> **PROBLEM**: Read through the listing, and wherever a line holds the word "FARRIERS", return it.

> **RECORDS FOR THIS EXERCISE**:
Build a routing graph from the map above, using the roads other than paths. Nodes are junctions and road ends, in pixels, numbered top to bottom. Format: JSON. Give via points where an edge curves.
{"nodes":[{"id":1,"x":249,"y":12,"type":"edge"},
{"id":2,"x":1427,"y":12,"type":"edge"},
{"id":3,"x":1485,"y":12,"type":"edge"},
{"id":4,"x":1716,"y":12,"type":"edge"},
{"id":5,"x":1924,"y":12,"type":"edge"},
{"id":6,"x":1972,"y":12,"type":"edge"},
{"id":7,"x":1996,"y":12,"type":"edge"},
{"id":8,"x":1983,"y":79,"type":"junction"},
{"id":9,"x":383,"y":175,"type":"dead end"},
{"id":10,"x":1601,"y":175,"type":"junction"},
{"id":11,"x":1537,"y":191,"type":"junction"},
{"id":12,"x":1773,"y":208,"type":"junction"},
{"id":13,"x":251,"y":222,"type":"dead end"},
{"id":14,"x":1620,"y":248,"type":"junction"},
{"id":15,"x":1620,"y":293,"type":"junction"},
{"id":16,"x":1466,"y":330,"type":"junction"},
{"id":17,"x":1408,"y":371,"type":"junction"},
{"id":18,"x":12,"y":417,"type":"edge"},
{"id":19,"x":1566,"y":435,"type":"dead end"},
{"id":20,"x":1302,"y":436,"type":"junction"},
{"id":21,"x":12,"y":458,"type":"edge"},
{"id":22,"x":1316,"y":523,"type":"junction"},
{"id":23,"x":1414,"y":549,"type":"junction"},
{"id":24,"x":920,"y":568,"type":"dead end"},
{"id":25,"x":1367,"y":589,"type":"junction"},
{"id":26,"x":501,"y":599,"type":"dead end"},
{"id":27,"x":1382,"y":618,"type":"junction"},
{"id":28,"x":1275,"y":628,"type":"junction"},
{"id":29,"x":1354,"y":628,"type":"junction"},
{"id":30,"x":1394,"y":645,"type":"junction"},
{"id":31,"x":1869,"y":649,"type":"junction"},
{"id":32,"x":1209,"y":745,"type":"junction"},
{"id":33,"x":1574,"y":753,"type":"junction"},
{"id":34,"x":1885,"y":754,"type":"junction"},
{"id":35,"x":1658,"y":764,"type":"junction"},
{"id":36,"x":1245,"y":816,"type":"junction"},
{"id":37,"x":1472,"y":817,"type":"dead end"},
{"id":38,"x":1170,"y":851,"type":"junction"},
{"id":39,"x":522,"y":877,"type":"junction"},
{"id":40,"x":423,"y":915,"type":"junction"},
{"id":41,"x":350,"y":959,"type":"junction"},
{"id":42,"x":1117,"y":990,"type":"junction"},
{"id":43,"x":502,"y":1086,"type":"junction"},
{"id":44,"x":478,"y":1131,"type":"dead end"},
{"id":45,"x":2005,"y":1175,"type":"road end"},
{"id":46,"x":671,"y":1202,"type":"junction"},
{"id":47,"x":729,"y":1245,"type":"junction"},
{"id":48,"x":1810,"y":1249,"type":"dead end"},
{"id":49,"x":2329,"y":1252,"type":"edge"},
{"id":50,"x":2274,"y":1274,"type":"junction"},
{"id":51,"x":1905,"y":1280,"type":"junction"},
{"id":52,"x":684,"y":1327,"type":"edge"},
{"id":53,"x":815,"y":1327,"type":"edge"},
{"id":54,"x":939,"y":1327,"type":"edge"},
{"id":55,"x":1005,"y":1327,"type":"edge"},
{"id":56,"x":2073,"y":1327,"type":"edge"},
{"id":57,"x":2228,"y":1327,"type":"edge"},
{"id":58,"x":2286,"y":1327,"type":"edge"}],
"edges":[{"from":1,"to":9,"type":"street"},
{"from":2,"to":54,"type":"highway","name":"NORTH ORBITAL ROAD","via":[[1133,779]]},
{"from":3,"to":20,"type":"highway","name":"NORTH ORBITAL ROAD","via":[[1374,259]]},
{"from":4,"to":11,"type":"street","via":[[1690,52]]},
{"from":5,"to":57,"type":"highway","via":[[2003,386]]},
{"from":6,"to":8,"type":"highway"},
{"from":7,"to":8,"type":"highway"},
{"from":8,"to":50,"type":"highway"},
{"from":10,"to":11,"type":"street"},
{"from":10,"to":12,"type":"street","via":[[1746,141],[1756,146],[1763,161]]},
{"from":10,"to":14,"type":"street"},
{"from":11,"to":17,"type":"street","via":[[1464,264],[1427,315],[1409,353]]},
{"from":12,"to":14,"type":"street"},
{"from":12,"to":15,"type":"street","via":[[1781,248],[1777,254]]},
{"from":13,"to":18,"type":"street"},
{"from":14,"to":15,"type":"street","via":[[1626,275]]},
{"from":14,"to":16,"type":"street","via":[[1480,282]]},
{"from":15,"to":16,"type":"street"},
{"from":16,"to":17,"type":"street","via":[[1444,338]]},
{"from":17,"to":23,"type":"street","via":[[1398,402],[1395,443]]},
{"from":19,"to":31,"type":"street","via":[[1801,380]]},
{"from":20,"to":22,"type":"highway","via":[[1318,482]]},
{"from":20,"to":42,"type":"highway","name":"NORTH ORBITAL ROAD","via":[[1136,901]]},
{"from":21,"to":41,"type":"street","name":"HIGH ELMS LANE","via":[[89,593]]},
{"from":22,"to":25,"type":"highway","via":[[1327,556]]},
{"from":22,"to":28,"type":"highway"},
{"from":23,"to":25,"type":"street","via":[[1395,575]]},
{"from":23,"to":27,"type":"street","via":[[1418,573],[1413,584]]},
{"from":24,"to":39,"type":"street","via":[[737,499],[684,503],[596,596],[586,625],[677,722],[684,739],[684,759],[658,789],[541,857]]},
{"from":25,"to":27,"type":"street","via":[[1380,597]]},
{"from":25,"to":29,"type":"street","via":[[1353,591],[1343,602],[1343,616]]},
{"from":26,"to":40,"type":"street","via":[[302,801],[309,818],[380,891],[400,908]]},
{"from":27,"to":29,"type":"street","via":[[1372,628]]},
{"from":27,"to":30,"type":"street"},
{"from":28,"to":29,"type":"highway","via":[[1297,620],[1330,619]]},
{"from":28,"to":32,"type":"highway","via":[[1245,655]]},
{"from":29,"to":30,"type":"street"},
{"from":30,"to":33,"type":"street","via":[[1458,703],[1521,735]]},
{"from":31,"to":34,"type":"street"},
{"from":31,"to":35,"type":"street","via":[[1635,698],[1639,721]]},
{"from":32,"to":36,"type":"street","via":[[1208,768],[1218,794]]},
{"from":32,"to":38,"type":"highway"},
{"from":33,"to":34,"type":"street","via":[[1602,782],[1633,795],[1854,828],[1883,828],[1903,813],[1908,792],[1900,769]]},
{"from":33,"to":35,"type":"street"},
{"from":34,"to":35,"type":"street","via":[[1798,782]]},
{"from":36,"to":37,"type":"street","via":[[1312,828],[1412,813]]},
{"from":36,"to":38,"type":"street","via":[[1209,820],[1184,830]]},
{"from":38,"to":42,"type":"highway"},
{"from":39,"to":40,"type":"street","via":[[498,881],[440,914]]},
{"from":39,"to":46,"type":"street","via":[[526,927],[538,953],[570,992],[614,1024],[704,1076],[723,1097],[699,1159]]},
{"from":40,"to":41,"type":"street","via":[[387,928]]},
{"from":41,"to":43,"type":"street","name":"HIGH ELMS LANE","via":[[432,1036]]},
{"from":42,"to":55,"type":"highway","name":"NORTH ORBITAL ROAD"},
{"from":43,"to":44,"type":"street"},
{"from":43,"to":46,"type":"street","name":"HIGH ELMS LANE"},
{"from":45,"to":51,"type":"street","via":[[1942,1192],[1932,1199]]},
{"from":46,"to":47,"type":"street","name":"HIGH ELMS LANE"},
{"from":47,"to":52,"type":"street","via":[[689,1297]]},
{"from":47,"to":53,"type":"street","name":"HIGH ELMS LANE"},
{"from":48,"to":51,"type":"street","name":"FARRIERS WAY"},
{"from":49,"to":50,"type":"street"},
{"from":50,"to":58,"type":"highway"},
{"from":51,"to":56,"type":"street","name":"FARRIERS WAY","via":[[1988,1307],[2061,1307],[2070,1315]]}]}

> **ANSWER BOX**:
{"from":48,"to":51,"type":"street","name":"FARRIERS WAY"},
{"from":51,"to":56,"type":"street","name":"FARRIERS WAY","via":[[1988,1307],[2061,1307],[2070,1315]]}]}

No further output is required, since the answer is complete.